== Segment start ==

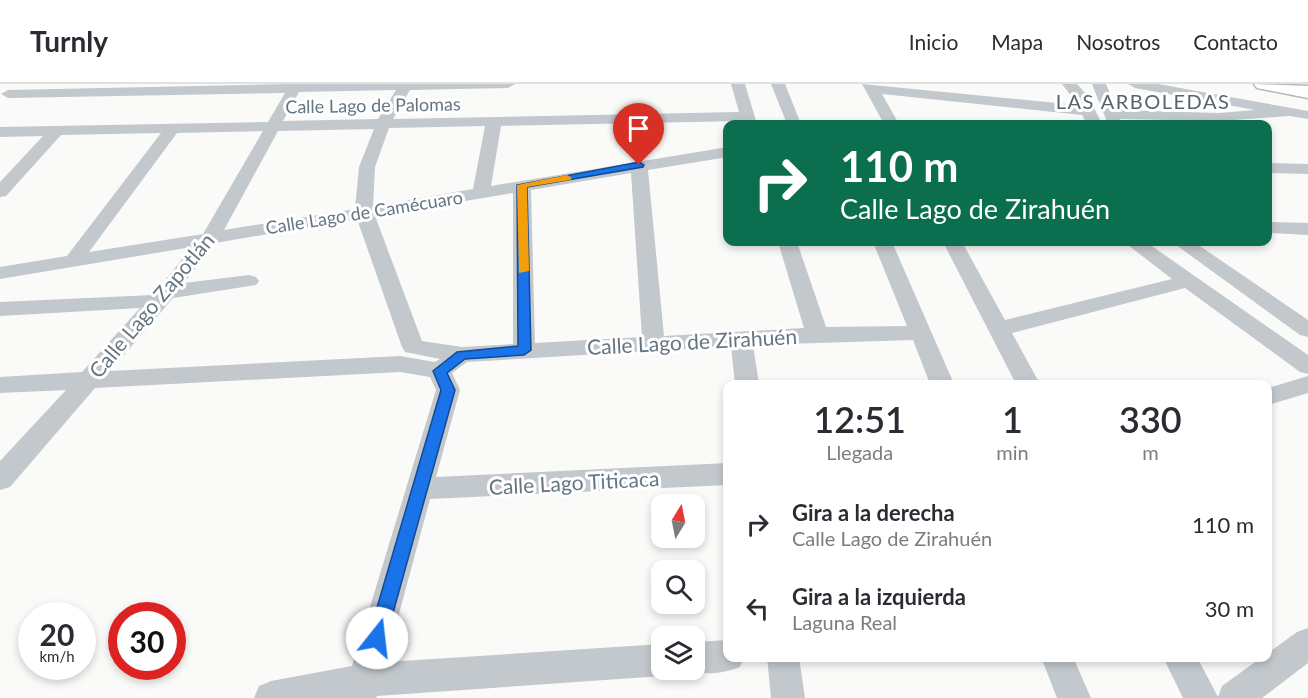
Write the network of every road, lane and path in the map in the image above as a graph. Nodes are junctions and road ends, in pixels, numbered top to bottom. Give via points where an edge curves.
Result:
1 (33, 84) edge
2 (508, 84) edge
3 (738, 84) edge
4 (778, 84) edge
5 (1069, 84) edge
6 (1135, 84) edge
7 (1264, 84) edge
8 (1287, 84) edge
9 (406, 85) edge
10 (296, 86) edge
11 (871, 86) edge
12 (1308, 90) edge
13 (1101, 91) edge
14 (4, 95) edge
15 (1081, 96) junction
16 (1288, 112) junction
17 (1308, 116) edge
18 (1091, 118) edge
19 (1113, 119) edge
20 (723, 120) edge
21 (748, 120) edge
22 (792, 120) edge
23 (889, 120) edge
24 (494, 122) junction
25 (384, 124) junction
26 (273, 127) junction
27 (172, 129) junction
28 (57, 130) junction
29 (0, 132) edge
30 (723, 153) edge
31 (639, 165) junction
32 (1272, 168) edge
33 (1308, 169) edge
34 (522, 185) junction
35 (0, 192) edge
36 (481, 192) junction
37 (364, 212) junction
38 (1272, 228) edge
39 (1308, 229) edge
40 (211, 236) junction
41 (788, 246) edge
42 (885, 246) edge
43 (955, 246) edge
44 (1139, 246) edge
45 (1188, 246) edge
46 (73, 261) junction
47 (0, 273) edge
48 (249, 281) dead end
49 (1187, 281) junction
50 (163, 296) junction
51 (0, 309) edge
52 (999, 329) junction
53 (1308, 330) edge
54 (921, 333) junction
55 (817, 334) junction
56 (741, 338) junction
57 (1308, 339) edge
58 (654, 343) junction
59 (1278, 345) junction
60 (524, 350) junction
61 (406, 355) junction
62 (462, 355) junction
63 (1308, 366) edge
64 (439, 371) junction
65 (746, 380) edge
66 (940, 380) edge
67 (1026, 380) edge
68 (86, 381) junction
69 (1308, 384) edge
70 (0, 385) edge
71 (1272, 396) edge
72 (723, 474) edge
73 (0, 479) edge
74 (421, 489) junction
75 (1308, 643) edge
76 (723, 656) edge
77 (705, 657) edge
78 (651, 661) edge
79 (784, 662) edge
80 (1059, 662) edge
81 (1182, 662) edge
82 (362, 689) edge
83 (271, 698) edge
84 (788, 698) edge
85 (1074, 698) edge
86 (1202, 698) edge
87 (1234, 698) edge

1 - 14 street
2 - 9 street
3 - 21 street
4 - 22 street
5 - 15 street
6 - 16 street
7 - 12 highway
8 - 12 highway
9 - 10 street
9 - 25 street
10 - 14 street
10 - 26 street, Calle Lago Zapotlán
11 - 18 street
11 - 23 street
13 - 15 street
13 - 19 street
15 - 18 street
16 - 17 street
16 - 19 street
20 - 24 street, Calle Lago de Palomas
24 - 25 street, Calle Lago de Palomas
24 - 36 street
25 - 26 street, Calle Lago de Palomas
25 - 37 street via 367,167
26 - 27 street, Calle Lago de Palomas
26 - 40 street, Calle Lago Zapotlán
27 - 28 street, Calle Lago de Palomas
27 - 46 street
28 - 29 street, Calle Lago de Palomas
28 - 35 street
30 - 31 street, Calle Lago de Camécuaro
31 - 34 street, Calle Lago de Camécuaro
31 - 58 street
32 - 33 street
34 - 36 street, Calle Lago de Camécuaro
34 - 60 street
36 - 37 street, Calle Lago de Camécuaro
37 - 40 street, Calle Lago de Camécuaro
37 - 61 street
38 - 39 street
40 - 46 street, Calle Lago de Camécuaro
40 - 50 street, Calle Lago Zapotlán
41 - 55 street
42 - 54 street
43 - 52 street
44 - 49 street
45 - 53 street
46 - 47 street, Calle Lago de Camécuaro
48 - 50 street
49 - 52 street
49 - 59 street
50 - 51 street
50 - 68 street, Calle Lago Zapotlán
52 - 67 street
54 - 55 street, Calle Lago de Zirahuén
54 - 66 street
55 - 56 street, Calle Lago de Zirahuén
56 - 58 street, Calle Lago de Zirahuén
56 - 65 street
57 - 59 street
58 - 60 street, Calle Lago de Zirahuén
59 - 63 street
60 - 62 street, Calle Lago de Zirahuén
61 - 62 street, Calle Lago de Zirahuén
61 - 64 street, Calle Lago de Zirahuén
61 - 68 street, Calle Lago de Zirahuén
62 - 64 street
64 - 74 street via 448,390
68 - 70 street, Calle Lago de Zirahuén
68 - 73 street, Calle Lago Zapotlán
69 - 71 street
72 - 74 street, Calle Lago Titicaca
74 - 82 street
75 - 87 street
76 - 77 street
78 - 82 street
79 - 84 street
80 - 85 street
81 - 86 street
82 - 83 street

== Segment end ==

Nothing but a number should be given: the count of lines above in which the word "Camécuaro" occurs.

• EXERCISE RESPONSE:
7